We also find that among widowed persons, those who were previously in age heterogamous unions were particularly vulnerable to the adverse consequences of widowhood. Combined with our analysis about the role of marital quality and health practices in engendering health disparities by marital status and the spousal age gap and the results of supplementary analyses showing that 77% of surviving spouses in age heterogamous unions is the younger spouse, this finding lends support to the view that having an older spouse may have adverse effects on the younger spouse’s health (Drefahl, 2010; Klinger-Vartabedian & Wispe, 1989; Rose & Benjamin, 1971).

Differential selection accounts for some of the health differentials between married and widowed respondents. Widowed persons may have a greater health disadvantage than their married peers because they are a negatively selected group in terms of socioeconomic status, which in turn can adversely affect the health of widowed persons (Waldron, Hughes, & Brooks, 1996). Differential selection, however, fails to explain why widowed persons in age heterogamous unions are more vulnerable to the adverse consequences of widowhood for health. This is unsurprising given the fact that widowed persons in age heterogamous unions do not appear to be more disadvantaged than their counterparts who married spouses of a similar age.

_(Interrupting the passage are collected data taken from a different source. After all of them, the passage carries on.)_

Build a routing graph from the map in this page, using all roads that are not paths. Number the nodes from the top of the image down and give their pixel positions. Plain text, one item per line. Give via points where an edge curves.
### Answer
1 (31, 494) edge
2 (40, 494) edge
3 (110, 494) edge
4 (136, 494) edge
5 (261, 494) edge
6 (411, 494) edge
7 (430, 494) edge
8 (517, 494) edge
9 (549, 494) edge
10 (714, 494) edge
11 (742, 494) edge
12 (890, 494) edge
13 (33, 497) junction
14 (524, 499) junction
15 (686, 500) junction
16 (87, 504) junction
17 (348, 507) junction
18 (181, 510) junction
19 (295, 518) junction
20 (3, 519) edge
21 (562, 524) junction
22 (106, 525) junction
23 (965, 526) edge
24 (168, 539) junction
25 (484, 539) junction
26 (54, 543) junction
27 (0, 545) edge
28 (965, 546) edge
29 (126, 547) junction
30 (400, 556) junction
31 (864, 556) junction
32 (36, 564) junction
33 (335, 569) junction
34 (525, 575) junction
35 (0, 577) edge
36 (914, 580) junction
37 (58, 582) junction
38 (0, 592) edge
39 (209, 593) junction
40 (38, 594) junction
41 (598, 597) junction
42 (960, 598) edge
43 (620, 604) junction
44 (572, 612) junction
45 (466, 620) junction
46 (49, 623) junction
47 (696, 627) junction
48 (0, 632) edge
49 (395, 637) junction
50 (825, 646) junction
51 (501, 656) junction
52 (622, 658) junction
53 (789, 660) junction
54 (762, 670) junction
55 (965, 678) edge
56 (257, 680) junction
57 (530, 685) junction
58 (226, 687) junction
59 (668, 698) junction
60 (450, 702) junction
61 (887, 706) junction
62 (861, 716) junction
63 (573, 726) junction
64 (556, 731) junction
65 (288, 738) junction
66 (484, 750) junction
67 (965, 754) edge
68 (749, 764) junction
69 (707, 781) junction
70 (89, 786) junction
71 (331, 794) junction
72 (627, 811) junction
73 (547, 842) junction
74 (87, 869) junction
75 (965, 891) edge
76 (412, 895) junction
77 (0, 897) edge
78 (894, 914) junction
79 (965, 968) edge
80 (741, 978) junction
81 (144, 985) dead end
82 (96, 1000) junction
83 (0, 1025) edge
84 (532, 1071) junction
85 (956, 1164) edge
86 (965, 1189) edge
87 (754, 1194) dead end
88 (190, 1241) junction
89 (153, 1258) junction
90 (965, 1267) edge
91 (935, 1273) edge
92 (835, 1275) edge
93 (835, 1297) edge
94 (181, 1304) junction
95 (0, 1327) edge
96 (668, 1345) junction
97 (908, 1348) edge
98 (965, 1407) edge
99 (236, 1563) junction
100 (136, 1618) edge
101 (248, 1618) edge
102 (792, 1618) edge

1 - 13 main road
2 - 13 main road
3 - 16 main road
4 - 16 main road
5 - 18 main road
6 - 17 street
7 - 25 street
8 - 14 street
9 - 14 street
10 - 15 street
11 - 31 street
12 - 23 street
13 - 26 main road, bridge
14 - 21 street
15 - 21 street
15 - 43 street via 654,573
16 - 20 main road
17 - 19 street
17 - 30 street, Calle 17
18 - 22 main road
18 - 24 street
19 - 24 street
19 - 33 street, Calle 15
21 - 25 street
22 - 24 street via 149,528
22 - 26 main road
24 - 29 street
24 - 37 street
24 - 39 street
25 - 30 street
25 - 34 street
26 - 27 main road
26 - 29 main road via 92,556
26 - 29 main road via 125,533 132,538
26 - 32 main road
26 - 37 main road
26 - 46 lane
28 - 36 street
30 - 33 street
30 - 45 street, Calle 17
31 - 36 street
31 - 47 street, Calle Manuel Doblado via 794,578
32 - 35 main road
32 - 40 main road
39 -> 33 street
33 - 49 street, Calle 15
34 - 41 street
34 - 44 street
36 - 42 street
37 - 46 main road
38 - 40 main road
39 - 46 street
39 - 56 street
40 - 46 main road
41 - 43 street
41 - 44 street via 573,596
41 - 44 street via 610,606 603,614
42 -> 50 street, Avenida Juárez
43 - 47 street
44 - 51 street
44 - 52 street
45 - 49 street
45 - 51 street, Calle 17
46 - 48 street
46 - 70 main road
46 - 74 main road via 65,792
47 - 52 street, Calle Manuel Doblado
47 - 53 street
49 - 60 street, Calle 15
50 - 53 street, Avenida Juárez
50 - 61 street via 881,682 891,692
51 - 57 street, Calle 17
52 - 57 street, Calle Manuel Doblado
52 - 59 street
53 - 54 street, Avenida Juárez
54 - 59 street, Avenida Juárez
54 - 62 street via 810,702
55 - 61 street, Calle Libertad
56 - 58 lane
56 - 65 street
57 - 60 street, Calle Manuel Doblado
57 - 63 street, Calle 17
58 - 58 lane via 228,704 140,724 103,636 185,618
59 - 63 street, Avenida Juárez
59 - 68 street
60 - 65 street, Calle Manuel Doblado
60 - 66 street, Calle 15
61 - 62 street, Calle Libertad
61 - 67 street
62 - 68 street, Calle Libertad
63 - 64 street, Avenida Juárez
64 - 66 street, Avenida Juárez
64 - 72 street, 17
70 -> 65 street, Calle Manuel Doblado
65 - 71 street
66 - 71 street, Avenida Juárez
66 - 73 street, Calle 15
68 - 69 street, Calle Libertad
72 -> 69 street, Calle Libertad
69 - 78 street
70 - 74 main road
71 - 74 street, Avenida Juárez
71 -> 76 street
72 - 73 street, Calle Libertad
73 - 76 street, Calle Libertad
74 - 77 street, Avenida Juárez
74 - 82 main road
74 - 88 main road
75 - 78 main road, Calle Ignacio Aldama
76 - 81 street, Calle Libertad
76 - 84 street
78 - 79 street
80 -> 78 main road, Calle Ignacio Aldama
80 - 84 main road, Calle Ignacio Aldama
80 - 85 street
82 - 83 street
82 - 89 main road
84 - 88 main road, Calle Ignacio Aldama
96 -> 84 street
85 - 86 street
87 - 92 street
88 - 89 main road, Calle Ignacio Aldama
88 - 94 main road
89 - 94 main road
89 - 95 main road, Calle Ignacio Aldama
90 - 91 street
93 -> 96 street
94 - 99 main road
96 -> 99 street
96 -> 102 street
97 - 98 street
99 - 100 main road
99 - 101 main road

We also find that widowed persons may have an increased health disadvantage than married individuals because they have poorer relationship quality, which is a well-known determinant of adverse health outcomes (Bradbury et al., 2000; Larson & Holman, 1994; Umberson et al., 2006). Marital quality, however, fails to explain why widowed persons in age heterogamous unions are more vulnerable to the adverse consequences of widowhood for health. This is unsurprising given the fact that individuals in age heterogamous unions, especially those who make their transitions into widowhood, have higher marital quality than their counterparts married to spouses who are similar in age. Although data limitations prevent us from examining this question, future studies should assess whether the higher rates of marital satisfaction observed in our study is the artifact of sample attrition or represents a real phenomenon among a subgroup of individuals with certain characteristics.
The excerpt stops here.